That was 1927 … it’s 2012 and sick people are still aiming for schoolchildren.

            I'm tired that violence seems to be a recurring response to anger.  I’m tired that  violence is still acceptable … and, yes, it is still acceptable because we haven’t done anything real to address the cause.

You should know that I’ve been going back and forth all week regarding preaching on gun control … I grew up in Georgia and my parents owned guns.  In fact, when my parents worked nights for their business when I was a teenager, I slept with a gun under my mattress … of course, I always tell people I couldn’t have lifted the mattress fast enough to ever use it, so I’m not sure why we put it there. 
And then there’s the story that, when my law school roommate woke up one Sunday morning to a man breathing in her window, the window which her bed was under, the first call that morning was to the local gun shop because she wanted to buy a gun.  I told her we could have one in the apartment as long as we both took a gun safety course … and I have never been so thankful for California’s ten-day waiting period. 
By the way, you should know that the most powerful thing about taking that course was when we went to the shooting range with the San Diego Police Captain who taught the course to try out different kinds of guns.  He had us shoot at a moving target coming at us from 21 feet ... so I want you to imagine the distance 21 feet.  [Walk to a distance of approximately 21 feet.]

You should know that, no matter how good a shot we were, not one of us could hit the target ... and that was in spite of the fact that the gun was in front of us on the ledge, that was in spite of the fact that we were all wide awake and all of us could see it, that was in spite of the fact that the target was farther away than the distance from most beds to most bedroom doors, and that was in spite of the fact that the lights were on.  Not one of us could hit that moving target.  That was a pretty powerful exercise.
So, yes, I’ve been going back and forth on the problem. 
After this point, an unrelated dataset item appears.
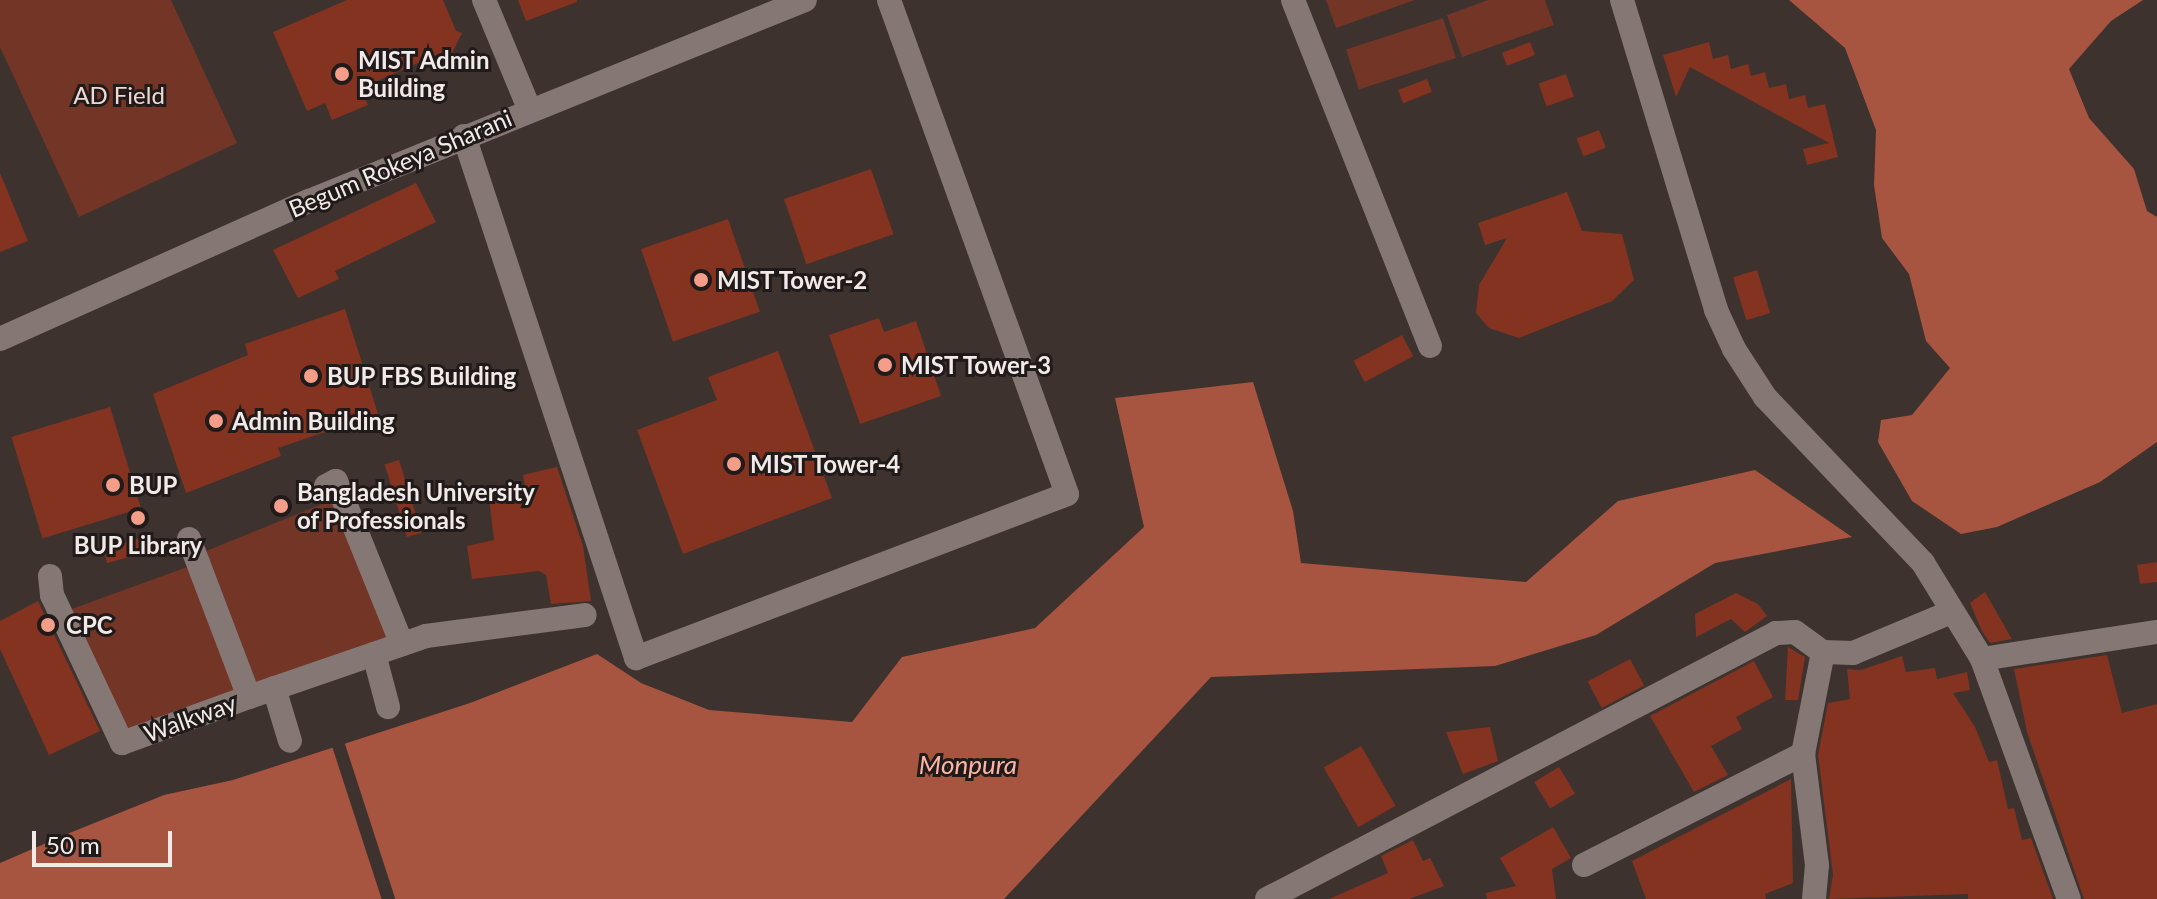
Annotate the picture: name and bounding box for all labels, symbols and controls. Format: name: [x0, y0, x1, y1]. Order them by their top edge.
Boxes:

There's a part of me that says we need more gun control, that we need longer waiting periods, and that we need more background checks ... and then there’s the part of me that understands the reality that the criminals will still have guns if we make it harder to get them and there is always a way to get a gun.
I’ve been going back and forth on the idea of mental illness being focused on as the sole cause … I’ve been going back and forth on the bumper sticker that says, “guns don’t kill people, people kill people.”  I’ve been going back and forth on whether the violence we experience via the movies and video games cause the problem.
I’ve been going back and forth on it all … I’ve been struggling with how to solve the problem and am sad that the only easy solution that makes sense to me comes from a comedian, who said that we will solve the problem if we charge $5,000 for a bullet.
I’m struggling with the idea that this is a difficult problem and there is no right answer and that we will, yet again, become so overwhelmed with the problem that we end up doing nothing. 
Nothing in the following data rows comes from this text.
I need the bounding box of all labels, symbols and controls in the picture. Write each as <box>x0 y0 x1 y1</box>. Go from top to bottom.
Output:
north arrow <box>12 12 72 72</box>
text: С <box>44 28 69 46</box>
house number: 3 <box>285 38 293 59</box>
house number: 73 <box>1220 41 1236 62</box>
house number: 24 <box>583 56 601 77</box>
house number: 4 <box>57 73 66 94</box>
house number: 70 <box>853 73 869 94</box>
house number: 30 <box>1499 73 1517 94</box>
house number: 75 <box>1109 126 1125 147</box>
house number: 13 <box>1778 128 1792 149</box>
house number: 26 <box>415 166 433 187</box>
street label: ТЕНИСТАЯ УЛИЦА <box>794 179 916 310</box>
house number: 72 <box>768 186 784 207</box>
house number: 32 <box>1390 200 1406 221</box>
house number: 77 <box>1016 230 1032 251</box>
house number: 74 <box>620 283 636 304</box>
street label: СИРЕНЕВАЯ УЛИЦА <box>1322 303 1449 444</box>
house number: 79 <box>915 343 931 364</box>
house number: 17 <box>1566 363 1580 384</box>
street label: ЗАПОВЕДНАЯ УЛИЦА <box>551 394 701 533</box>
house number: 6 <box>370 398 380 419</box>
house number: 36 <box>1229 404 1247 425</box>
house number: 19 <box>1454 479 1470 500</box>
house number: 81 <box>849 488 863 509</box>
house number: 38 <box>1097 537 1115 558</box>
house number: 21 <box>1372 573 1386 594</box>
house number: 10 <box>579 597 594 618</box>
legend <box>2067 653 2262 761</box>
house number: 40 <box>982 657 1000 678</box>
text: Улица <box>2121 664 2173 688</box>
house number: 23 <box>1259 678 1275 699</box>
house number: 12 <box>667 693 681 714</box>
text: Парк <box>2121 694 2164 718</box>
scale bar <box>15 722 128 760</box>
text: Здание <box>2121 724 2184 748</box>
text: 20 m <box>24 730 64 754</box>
I’m struggling with the realization that we are so worried about offending someone’s right to own guns that have magazines that can shoot 10 or 11 or 12 or 13 or 14 or 15 bullets at a time that we forget that there was no such thing as a magazine that held 10 or 11 or 12 or 13 or 14 or 15 bullets at the time the Second Amendment was written. 
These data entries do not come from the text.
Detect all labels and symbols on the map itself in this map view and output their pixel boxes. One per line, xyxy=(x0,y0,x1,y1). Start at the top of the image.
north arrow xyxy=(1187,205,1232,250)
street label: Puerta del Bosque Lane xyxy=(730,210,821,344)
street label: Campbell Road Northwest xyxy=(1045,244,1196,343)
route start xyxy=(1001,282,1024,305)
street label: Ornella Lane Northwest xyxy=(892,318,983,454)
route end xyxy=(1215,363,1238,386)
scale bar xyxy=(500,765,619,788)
I’m struggling with the fact that mass shootings and mass murder is almost exclusively American … you don’t hear too much about Canadians shooting each other in these mass shootings, you don’t hear too much about Europeans doing it … in fact, pretty much the only time you hear of a mass shooting somewhere else is when it is related to another crime, like drugs, being committed.

I’m struggling because violence is how we Americans respond too often to things we don’t like.  Violence has become too American.

And I’m struggling because I know this will happen again and again until we actually do something … actually, until we do many things to address the problem.  This is not simple, it will not be magically cured with a new gun control law, it will not be magically cured with more money for the treatment of mental illness … both of these, by the way, I believe are truly valid responses to what has been happening. 

I’m struggling because I know that prayer vigils are not enough.  Judaism is a religion of action and I am still trying to figure out how I can make a difference to do my part to make the world safer for all our children, and for all of us. 

I am struggling because I’m working to make sure my heart doesn’t harden to this tragedy ... and the next ... and the next tragedy that is sure to come ... I'm struggling because I know that whatever compromise we end up with will not be enough.

Shabbat shalom.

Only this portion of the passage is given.